Ralph Wilbur Moss (April 21, 1862 – April 26, 1919) was a U.S. Representative from Indiana.

Born in Center Point, Indiana, Moss was educated in the common schools of the township and attended Purdue University in West Lafayette, Indiana, for two years. He taught school in Sugar Ridge Township, and was principal of the graded schools in Harmony, Indiana. He subsequently became engaged in agricultural pursuits, and served as member of the Indiana State Senate from 1905 to 1909.

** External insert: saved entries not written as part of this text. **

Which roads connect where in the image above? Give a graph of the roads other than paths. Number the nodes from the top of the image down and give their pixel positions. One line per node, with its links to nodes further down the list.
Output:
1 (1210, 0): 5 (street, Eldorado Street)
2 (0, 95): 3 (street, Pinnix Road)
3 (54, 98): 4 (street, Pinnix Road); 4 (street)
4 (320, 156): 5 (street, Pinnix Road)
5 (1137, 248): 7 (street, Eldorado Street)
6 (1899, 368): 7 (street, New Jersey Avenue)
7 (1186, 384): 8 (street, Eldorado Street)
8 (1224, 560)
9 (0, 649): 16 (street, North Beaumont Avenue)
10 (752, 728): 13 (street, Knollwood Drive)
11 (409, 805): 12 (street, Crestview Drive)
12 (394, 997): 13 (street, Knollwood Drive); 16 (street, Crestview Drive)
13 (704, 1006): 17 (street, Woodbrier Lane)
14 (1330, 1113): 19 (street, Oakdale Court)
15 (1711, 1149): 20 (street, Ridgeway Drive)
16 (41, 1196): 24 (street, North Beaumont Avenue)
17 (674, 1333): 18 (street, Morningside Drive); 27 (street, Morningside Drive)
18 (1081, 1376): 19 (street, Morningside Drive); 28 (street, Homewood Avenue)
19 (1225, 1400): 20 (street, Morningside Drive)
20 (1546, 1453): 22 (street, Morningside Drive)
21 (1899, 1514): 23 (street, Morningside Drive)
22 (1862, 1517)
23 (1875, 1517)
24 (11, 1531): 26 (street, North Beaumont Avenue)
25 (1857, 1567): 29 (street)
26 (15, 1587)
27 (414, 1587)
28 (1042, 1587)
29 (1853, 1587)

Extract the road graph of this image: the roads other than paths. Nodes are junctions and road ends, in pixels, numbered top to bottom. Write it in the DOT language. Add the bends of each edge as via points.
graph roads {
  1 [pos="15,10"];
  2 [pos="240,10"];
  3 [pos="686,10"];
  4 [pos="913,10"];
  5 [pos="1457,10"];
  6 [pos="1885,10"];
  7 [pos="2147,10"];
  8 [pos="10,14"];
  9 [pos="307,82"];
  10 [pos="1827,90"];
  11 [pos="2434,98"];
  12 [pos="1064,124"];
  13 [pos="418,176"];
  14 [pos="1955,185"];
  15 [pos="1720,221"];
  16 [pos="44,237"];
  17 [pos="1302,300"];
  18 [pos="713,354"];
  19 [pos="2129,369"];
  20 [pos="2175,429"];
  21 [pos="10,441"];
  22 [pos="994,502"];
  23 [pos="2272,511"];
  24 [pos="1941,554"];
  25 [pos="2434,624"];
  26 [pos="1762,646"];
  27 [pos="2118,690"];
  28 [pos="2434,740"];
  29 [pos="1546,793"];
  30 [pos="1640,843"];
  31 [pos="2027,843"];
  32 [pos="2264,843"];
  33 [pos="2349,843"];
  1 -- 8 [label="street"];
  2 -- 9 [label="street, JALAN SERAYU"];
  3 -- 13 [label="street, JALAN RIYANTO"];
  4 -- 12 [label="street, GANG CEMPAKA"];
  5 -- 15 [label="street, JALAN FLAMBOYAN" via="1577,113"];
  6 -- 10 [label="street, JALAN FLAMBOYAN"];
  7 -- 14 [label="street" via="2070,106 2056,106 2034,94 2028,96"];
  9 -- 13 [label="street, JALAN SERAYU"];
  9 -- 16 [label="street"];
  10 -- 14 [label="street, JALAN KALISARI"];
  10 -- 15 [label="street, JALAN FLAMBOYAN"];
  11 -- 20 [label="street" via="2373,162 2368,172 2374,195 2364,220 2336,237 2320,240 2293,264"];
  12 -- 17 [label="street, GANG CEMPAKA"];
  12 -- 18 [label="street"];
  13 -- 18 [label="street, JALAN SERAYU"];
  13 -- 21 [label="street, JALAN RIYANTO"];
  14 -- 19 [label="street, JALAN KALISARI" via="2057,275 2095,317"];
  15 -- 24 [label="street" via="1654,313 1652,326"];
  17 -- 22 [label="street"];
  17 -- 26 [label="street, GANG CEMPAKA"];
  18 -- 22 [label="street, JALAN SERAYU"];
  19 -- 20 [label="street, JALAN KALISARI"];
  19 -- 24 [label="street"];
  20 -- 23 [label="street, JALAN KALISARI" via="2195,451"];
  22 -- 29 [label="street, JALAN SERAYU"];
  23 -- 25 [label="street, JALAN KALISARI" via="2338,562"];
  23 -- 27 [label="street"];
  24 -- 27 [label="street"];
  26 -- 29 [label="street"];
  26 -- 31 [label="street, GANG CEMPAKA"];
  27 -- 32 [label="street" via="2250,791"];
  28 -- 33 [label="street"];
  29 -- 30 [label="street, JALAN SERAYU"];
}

Moss was elected as a Democrat to the Sixty-first and to the three succeeding Congresses (March 4, 1909 – March 3, 1917). He served as chairman of the Committee on Expenditures in the Department of Agriculture (Sixty-second Congress). He was an unsuccessful candidate for reelection in 1916 to the Sixty-fifth Congress and for election in 1918 to the Sixty-sixth Congress.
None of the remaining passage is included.